Please filter the data down to the lines that include the word "mouth" and copy them.

-=-=-=-=-

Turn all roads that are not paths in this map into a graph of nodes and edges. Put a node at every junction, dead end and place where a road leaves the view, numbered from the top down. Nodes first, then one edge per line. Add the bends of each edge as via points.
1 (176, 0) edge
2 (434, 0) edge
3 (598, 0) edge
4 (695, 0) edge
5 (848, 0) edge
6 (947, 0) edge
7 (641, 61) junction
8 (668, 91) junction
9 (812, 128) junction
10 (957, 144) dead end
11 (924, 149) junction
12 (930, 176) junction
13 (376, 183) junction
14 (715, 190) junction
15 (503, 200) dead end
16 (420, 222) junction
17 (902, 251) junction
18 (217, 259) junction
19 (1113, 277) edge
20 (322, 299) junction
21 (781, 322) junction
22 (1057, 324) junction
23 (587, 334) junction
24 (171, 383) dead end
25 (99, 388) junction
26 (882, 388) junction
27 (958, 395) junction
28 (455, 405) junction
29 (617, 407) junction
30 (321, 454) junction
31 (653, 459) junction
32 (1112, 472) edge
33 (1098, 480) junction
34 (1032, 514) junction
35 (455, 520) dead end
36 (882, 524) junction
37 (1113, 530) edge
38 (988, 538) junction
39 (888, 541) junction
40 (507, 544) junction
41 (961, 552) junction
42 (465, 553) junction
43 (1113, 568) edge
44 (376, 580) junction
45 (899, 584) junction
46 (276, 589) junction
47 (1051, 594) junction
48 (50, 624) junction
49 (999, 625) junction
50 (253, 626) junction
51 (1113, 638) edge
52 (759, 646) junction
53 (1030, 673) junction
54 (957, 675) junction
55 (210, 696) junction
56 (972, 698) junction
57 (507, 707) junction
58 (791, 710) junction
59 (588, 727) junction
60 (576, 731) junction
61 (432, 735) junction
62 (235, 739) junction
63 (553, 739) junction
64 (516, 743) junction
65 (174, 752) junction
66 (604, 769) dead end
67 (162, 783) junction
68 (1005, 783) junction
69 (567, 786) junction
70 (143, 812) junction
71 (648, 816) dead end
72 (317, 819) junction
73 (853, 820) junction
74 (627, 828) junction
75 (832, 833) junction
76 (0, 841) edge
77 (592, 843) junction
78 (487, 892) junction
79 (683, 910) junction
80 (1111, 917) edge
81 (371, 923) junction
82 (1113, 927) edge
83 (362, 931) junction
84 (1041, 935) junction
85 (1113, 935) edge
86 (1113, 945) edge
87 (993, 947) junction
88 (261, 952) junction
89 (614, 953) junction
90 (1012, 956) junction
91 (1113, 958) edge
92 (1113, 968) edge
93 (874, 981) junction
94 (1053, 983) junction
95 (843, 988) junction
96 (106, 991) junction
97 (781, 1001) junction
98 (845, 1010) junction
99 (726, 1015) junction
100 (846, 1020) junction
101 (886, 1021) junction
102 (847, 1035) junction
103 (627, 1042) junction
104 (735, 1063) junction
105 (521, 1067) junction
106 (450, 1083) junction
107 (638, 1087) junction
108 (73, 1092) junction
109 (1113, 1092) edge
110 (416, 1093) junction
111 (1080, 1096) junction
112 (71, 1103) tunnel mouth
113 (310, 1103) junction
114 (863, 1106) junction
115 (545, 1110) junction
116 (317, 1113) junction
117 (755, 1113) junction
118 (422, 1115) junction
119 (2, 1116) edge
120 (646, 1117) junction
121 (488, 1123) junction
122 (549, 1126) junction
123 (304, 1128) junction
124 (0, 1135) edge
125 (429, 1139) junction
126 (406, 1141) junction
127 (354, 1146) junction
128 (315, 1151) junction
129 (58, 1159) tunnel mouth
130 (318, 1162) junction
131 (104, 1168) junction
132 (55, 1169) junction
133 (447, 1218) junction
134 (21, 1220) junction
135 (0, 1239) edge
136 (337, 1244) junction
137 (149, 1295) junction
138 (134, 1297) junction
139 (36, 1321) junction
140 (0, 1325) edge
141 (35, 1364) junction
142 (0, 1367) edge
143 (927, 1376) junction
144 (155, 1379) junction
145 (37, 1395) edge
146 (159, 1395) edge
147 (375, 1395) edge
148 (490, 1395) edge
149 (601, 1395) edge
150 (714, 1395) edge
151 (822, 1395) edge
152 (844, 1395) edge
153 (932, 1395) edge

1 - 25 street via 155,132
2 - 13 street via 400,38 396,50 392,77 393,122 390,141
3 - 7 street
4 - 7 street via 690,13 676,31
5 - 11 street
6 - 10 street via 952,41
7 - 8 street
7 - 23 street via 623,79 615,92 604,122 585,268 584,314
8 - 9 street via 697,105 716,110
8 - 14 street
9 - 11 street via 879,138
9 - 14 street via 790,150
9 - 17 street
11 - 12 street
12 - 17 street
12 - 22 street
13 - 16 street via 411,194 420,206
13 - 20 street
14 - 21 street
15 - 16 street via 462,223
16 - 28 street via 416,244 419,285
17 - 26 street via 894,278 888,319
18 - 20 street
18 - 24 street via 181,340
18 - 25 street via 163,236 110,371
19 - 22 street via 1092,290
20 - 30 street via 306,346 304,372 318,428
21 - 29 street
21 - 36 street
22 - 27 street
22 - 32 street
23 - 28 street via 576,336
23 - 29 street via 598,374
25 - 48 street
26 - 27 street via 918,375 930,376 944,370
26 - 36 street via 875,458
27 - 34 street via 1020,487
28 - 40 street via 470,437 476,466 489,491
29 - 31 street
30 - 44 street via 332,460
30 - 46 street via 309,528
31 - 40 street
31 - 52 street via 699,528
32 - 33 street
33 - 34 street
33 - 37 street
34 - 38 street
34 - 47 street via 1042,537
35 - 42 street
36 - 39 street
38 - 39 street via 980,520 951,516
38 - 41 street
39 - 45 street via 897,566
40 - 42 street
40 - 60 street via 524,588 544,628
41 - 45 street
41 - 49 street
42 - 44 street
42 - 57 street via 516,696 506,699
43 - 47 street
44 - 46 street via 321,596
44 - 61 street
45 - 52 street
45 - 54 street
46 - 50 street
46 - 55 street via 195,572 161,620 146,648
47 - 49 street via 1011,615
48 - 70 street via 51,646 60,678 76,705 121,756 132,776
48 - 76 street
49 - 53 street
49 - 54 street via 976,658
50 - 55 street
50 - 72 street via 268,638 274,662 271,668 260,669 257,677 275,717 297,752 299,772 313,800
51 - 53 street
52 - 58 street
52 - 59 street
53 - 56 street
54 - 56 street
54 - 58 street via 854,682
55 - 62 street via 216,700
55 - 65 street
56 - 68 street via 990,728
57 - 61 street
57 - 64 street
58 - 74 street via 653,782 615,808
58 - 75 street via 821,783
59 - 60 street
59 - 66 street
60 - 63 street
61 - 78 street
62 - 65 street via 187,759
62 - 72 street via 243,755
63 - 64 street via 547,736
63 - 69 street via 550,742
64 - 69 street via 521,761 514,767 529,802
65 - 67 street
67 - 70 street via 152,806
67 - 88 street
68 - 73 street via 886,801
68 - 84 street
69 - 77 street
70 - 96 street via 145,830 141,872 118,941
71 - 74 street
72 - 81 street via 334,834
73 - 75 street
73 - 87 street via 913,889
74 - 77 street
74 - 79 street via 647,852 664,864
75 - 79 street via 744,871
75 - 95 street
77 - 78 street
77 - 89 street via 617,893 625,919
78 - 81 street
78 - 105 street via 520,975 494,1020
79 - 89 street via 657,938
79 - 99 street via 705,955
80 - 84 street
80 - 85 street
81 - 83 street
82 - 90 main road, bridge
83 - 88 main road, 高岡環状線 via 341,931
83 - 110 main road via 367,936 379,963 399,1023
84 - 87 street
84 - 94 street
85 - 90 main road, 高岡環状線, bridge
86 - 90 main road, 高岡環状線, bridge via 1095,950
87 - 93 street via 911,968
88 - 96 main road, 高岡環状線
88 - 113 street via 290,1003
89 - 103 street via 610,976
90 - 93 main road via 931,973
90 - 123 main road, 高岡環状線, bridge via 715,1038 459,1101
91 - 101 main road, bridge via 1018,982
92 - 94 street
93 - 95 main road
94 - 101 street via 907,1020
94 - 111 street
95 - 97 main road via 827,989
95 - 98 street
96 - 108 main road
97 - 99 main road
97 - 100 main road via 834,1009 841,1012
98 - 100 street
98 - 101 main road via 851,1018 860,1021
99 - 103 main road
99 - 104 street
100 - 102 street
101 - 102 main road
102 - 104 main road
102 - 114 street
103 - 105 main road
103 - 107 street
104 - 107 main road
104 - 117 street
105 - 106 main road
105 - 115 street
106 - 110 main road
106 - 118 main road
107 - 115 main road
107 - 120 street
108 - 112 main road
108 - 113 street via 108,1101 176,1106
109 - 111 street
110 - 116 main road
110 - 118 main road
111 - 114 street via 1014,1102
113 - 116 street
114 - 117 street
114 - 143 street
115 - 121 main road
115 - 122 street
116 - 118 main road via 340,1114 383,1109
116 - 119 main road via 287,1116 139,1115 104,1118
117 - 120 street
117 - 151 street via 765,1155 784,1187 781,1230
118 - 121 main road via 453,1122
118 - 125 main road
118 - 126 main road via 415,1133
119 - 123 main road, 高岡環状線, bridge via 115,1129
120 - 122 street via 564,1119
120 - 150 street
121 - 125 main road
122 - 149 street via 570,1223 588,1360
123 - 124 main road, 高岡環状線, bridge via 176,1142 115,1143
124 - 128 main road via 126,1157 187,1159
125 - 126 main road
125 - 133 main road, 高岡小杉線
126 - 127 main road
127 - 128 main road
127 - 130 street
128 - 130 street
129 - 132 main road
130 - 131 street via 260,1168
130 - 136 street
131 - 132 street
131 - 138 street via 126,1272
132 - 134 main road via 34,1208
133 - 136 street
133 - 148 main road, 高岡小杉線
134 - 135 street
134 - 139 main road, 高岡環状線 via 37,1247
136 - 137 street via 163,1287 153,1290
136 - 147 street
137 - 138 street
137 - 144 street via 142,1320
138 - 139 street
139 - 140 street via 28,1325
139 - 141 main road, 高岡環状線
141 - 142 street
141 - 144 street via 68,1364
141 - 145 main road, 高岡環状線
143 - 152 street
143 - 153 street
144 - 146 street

-=-=-=-=-

▶ **Response to the task**
112 (71, 1103) tunnel mouth
129 (58, 1159) tunnel mouth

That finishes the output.